Friday, April 12, 2013
RFK Assassination - Hypno Programming and a Second Shooter
By Russ Baker | WhoWhatWhy
Recent legal filings on behalf of Sirhan Sirhan, jailed 45 years ago in the death of Robert F. Kennedy, reveal new evidence suggestive of a larger conspiracy. The filings also enumerate examples of obstructive tactics by a government representative—contortions reminiscent of the Warren Commission’s incredible, acrobatic magic bullet that was essential in creating consensus for a lone wolf assassin in the death of RFK’s elder brother, John. (If you’d like to read those filings, we’ve posted them here and here.)
Another “Patsy”?
Sirhan, the man almost everyone believes killed Robert F. Kennedy (and did so alone), is seeking a new trial. Sirhan’s current attorney, William Pepper, who also served as James Earl Ray’s final lawyer and believed that Ray had been set up, is seeking to convince the US District Court for the Central District of California not to accept a report from a magistrate judge, Andrew J. Wistrich, advising that the new trial request be dismissed. It’s up to the district court to decide whether to proceed.
Although Sirhan pled guilty at his original trial in 1969, Pepper contends that Sirhan was betrayed by a lead member of his original legal team, Grant Cooper, who Pepper notes was himself under federal indictment at the time for illegally possessing grand jury proceedings in another famous case, involving card cheating at the Beverly Hills Friar’s Club. Cooper, who faced possible jail time for that, ended up being let off with a $1000 fine. Intriguingly, his client in the Friar’s affair, John Roselli, was an organized crime figure with CIA ties often named as a possible conspirator in the death of President John F. Kennedy.
The defense had Sirhan admit guilt and sought to portray him as both mentally deficient and acting on impulse. Pepper notes that the attorney’s personal vulnerability was known to the judge and prosecution, and that they nevertheless said nothing while Sirhan’s real interests were not represented, and exculpatory evidence was suppressed. Although Sirhan confessed to shooting at Robert Kennedy, he later said that he could remember nothing at all of that tragic day.
Now, Pepper is requesting a chance to come to court and offer two kinds of evidence – facts known at the time but not presented to Sirhan’s jury, and facts that have come to light since the trial. The fundamental claim is that Sirhan was genuinely unaware of his actions on June 5, 1968 —when he did, in fact, bring a gun to the pantry of the Ambassador Hotel in Los Angeles and shortly after midnight fire at Kennedy from the front. Pepper wants to introduce expert testimony that Sirhan was a guinea pig in a super-secret program to hypnotize people and turn them into unwitting killers. As crazy as this may sound at first blush, the United States government is on record as admitting to research in broad areas of mind control, particularly with regard to the CIA’s MKULTRA program, which among other things wanted to determine whether people could be made into killing machines. (For more on MKULTRA historically, see this, and more recently, including threats to Obama’s safety, see this.)
[...]
The Sirhan case was always, on the surface at least, open-and-shut. As if being apprehended with a gun at the scene wasn’t enough, police found Sirhan’s highly incriminating diaries, replete with declarations that RFK should die.
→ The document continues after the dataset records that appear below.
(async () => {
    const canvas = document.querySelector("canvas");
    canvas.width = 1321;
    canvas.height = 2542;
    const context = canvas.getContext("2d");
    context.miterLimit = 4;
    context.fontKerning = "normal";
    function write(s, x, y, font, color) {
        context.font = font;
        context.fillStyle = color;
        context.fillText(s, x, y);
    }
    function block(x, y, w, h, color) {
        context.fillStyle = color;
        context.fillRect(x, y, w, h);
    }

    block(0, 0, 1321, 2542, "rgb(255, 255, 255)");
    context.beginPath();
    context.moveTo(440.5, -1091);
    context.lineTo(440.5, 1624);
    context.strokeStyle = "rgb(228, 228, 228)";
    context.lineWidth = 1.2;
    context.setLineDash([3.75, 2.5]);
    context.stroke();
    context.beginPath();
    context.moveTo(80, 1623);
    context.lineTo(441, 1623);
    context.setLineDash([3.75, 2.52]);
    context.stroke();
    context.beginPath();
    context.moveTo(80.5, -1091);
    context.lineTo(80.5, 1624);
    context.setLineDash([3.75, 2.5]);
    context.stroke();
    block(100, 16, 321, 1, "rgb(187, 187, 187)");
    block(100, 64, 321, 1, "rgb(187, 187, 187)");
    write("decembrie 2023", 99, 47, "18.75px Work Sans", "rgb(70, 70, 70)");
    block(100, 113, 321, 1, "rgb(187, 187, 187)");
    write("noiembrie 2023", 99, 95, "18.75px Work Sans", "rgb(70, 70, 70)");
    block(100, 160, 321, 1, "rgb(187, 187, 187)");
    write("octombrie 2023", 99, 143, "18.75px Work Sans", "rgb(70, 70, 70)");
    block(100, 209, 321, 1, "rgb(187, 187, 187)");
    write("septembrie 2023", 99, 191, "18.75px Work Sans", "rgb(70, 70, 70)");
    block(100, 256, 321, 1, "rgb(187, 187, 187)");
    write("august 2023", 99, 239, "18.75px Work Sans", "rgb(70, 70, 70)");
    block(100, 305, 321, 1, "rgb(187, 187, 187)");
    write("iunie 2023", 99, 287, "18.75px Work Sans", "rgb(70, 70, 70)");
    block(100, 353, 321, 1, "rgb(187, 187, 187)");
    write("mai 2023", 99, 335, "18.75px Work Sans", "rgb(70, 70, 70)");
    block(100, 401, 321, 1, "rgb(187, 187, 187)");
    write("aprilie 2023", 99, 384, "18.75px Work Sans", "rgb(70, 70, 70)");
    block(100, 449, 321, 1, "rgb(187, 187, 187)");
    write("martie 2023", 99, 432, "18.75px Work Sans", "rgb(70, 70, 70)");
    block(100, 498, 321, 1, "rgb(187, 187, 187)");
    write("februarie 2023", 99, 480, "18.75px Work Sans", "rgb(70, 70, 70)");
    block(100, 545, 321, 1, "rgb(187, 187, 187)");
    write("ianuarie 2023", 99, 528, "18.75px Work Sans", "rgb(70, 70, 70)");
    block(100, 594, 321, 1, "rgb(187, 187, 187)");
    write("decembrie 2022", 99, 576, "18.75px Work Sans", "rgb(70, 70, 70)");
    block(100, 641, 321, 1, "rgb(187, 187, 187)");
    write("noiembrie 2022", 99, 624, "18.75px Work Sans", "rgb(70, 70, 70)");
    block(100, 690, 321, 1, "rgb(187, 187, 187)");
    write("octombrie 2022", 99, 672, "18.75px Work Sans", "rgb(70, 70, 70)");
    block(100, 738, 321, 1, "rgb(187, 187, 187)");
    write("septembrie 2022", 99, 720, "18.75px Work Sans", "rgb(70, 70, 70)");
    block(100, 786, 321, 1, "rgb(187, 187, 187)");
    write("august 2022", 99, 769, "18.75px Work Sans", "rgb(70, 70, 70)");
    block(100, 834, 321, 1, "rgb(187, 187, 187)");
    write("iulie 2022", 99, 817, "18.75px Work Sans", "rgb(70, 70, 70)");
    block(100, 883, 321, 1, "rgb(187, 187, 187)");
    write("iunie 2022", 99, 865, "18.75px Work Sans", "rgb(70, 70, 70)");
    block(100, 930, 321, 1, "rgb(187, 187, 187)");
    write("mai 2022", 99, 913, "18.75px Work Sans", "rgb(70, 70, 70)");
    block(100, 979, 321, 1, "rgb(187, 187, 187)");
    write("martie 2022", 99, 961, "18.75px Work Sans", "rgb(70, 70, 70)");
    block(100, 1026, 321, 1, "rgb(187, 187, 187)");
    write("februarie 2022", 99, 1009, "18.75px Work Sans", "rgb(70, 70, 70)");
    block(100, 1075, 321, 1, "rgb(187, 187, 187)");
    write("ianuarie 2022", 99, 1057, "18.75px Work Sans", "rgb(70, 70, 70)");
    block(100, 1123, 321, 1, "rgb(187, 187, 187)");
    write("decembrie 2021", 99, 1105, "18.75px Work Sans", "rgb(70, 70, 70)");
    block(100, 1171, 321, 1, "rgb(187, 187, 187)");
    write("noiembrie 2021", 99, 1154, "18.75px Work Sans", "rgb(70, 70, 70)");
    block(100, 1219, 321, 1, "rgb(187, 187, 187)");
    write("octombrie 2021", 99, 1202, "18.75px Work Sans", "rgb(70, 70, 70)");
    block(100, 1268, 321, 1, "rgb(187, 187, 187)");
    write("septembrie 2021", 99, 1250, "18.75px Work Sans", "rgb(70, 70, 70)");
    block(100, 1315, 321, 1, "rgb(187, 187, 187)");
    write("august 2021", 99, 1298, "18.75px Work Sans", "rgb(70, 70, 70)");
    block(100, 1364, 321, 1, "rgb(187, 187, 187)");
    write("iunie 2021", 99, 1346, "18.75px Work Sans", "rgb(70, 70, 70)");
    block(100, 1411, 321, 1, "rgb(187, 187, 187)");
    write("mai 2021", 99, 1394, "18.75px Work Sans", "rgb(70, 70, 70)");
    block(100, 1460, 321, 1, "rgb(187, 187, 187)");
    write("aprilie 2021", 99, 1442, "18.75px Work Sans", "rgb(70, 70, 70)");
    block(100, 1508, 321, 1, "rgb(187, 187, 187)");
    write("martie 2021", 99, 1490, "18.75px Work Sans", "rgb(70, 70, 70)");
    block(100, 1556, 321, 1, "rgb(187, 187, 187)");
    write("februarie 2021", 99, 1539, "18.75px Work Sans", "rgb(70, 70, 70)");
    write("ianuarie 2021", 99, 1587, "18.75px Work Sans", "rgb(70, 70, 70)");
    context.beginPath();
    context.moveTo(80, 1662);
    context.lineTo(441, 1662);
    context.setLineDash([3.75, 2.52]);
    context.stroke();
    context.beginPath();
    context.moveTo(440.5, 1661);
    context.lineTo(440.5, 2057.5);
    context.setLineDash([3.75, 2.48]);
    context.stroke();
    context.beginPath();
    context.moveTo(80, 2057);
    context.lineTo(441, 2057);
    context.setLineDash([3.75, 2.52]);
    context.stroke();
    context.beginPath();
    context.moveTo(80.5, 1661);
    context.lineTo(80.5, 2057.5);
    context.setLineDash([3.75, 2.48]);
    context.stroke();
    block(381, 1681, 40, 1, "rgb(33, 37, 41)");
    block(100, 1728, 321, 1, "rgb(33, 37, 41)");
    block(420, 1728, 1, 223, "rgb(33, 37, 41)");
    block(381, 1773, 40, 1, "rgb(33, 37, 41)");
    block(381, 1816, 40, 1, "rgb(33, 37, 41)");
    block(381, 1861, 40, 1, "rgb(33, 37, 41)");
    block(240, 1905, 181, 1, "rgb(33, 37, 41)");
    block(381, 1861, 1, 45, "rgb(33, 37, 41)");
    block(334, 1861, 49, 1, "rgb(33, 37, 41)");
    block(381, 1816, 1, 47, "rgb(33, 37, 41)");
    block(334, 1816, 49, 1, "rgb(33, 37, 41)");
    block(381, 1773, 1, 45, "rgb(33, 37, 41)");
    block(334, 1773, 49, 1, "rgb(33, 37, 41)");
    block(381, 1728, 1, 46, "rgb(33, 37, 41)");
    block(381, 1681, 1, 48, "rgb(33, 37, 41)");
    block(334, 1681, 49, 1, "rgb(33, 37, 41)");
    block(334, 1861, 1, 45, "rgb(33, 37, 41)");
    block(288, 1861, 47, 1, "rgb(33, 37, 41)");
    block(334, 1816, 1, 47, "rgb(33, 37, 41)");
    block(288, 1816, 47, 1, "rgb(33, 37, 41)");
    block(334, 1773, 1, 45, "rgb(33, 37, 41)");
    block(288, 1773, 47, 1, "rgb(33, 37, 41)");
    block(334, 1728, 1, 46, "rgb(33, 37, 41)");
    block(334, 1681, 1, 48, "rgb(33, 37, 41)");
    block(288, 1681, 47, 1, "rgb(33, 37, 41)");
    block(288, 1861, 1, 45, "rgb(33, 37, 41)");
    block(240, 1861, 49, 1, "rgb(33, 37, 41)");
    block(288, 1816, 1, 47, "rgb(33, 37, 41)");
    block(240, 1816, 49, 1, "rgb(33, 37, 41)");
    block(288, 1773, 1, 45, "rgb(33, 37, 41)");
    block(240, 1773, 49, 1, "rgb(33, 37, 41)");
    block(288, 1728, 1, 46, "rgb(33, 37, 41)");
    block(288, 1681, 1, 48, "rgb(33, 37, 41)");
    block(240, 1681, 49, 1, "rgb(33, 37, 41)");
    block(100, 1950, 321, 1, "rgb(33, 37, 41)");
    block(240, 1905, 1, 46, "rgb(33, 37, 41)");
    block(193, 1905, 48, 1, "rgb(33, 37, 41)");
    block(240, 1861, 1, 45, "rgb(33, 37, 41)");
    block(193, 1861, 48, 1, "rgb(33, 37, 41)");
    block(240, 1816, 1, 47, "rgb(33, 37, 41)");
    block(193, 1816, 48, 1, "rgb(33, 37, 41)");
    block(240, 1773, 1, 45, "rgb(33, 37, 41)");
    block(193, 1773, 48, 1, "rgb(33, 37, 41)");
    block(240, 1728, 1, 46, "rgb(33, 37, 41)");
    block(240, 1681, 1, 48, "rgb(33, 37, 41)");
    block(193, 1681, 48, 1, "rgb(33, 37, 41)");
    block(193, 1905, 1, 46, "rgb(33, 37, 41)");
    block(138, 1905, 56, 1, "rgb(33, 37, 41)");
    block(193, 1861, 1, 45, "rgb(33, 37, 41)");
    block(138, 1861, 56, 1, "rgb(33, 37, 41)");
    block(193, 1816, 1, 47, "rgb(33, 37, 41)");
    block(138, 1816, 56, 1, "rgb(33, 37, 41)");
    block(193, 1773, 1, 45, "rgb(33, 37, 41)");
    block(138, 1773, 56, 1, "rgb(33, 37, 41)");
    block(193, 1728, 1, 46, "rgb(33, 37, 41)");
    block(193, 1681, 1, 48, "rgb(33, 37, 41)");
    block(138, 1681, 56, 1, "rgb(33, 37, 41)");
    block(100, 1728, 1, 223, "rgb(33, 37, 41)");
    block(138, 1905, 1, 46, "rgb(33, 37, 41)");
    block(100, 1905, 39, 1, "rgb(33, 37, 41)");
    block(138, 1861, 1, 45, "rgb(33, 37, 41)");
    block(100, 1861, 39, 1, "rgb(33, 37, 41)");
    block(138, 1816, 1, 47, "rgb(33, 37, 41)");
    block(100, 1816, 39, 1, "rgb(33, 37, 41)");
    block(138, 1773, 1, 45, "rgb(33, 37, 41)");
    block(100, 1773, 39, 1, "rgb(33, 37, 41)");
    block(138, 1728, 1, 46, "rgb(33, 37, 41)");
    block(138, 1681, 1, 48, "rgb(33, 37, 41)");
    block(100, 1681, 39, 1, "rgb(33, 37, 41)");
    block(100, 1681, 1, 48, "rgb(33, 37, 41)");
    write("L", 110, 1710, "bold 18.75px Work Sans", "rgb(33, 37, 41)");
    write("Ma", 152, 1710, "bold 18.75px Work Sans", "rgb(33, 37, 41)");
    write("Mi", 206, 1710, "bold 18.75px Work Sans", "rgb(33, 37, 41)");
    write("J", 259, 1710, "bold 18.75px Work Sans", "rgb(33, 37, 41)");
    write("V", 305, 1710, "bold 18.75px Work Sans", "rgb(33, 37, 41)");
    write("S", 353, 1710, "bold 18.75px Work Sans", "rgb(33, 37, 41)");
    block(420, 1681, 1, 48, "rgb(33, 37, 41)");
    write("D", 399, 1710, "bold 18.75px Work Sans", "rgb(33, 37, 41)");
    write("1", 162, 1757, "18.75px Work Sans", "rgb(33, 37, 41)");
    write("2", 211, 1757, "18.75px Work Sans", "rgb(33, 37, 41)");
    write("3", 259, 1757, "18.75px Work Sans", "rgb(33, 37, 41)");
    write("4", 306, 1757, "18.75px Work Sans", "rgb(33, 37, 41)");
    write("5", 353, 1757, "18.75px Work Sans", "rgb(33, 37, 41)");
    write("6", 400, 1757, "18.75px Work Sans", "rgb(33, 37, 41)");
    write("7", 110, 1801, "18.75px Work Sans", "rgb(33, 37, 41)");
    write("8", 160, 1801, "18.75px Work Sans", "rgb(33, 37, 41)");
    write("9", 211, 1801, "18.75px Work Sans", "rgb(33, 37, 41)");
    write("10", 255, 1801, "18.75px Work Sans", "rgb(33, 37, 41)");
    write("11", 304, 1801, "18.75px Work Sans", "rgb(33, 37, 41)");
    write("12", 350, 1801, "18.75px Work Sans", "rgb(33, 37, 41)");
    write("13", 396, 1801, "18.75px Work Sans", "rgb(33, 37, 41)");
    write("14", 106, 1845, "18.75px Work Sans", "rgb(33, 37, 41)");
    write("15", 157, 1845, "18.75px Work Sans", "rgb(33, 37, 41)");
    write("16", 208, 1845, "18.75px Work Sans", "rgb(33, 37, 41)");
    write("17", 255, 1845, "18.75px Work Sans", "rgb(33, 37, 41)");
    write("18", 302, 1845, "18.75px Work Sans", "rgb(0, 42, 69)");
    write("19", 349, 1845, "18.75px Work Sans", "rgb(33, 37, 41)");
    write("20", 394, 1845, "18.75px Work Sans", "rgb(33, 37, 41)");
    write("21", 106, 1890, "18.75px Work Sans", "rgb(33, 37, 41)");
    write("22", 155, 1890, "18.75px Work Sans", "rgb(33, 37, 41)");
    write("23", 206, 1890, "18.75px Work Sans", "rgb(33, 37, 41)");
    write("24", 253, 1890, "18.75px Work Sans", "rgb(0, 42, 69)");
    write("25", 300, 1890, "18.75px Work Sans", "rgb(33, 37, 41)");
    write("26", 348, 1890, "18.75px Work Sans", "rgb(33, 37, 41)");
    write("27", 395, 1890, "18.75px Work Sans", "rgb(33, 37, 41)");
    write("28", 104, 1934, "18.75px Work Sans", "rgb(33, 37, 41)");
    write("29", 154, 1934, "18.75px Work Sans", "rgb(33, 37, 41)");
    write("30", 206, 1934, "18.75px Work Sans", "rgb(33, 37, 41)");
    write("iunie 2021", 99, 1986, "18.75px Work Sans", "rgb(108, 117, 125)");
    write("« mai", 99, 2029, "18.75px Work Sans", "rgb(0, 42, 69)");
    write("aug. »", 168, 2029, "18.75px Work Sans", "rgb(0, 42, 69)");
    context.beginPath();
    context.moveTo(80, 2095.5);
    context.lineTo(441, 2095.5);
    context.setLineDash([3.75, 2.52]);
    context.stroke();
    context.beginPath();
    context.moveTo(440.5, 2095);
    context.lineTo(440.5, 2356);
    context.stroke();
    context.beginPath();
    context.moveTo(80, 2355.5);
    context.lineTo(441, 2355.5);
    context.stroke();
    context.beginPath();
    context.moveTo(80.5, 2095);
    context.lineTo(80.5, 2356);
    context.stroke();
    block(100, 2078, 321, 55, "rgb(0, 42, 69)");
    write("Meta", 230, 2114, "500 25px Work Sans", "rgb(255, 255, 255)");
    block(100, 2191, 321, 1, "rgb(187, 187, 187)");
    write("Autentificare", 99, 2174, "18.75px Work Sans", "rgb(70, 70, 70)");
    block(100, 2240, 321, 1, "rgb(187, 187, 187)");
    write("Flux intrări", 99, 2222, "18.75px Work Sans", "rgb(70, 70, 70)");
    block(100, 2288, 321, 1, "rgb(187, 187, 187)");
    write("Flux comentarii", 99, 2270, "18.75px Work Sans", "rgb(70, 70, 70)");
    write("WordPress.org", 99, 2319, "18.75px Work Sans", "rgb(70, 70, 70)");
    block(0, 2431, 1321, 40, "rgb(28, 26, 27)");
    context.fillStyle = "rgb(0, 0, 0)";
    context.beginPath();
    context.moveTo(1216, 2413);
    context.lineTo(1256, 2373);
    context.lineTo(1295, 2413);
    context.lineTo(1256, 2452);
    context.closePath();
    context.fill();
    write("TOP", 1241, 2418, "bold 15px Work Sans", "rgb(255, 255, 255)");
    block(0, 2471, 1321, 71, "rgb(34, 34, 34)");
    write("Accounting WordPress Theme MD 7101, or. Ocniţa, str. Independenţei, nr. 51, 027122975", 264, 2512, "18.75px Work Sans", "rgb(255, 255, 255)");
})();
But some wondered whether he wasn’t too textbook-perfect a culprit.
Indeed, the cumulative evidence that has come out over the years suggests that things were far more complicated. Witnesses saw Sirhan with a woman in a polka-dotted dress; she was seen fleeing the scene, and heard to brag about having participated in the Kennedy hit. A man also was seen fleeing, gun in hand. And of course there was all that evidence that Sirhan could not have fired the fatal shots.
The clincher was Sirhan’s amnesia. What could that be about? As for Sirhan’s ranting in several spiral notebooks, some experts came to wonder if he had produced them while in a hypnotic state. In 1969, in the presence of several experts/witnesses, Sirhan, under hypnosis, engaged in “automatic writing.” After he was awakened, he remembered none of it.
This leads us to the recent work of Daniel Brown, a Harvard psychologist. Based on having spent more than 70 hours interviewing Sirhan at Pleasant Valley State Prison in California, Dr. Brown has concluded that, for some time prior to the events at the Ambassador Hotel, Sirhan had been hypnotized—and not just hypnotized but “hypno-programmed”.